Should you buy PayPal or this European payment company?
Payment processing is a lucrative business. By skimming the top of each payout a little, companies in this field provide themselves with an almost endless stream of income, making them potentially fantastic investments.
PayPal (PYPL 6.26%) was one of the first digital payment processors and has become the go-to system for many consumers. However, both the company and the stocks have fallen on hard times after enjoying several great years. Investors may wonder if PayPal is still a good investment in the payment space and if there are better ones out there. A name that appears to be a better potential investment is Adyen (ADYEN -1.51%).
Although these two do not operate in the same payment processing segment, they are both part of the industry. So let’s see if investors should stick with PayPal or if Adyen is a better choice.
PayPal’s business is self-explanatory: consumers can use various payment methods from their PayPal accounts and use PayPal to make purchases or send money to friends. Essentially, it is an intermediary between a customer and a company.
Adyen is similar except it is an intermediary used by businesses. Adyen gives businesses the power to process various payment methods in one platform, whether in-store or online. Moreover, since it is a single platform, Adyen can help its clients better understand their customer base. Moreover, it is able to process various forms of payment, including those found in less developed countries.
Since PayPal is consumer-oriented, it must serve millions of customers. On the other hand, Adyen focuses on businesses, and these customers usually have a long-term commitment with a payment processor. Overall, this makes Adyen a more cohesive company, as it is better insulated from consumer behavior.
This shielding was apparent in the second quarter, when PayPal’s active account growth slowed to 6%, a multi-year low. As a result, revenue grew only 9% year-over-year (YOY) to $6.8 billion, and total payment volume (TPV) increased 9% to 340 billions of dollars.

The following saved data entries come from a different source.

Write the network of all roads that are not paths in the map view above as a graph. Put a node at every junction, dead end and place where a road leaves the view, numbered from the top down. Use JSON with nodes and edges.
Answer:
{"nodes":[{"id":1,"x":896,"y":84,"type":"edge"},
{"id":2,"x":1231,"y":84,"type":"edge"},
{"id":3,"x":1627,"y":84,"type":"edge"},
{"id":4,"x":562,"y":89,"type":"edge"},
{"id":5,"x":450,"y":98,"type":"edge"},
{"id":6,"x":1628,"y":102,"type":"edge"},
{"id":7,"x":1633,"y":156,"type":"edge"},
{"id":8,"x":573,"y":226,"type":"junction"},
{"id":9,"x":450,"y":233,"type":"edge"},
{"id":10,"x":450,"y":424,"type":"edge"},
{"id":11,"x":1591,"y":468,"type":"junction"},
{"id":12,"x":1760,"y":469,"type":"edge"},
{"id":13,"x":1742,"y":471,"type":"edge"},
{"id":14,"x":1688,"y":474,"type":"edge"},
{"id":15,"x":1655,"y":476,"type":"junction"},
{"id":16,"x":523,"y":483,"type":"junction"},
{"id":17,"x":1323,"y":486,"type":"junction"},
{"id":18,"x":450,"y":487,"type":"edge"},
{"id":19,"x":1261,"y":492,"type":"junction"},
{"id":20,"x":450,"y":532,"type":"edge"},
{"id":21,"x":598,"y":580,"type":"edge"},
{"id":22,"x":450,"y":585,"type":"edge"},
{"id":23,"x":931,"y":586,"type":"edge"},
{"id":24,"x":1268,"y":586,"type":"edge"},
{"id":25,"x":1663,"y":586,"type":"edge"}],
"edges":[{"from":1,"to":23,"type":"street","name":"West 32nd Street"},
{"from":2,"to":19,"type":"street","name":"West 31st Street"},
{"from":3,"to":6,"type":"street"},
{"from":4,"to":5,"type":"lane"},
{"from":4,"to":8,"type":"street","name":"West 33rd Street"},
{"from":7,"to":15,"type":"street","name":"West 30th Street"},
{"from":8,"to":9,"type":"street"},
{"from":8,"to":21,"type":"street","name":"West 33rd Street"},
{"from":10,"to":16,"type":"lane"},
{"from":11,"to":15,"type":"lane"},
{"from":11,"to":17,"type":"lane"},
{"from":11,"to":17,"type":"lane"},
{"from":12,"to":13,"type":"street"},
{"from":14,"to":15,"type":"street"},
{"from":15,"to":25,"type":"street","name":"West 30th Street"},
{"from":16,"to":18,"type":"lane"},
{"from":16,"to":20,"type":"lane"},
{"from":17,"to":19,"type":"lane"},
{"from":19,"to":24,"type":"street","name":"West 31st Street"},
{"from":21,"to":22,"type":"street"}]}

Adyen had a more successful first half of 2022 (the Netherlands requires reporting only semi-annually rather than quarterly) as revenue increased 37% year-on-year to €609 million ( $589 million) and processed volume increased 60% year-on-year to €346 billion ($335 billion). If we add PayPal’s first quarter numbers, we can better understand how these two companies compare. And we get a surprising result.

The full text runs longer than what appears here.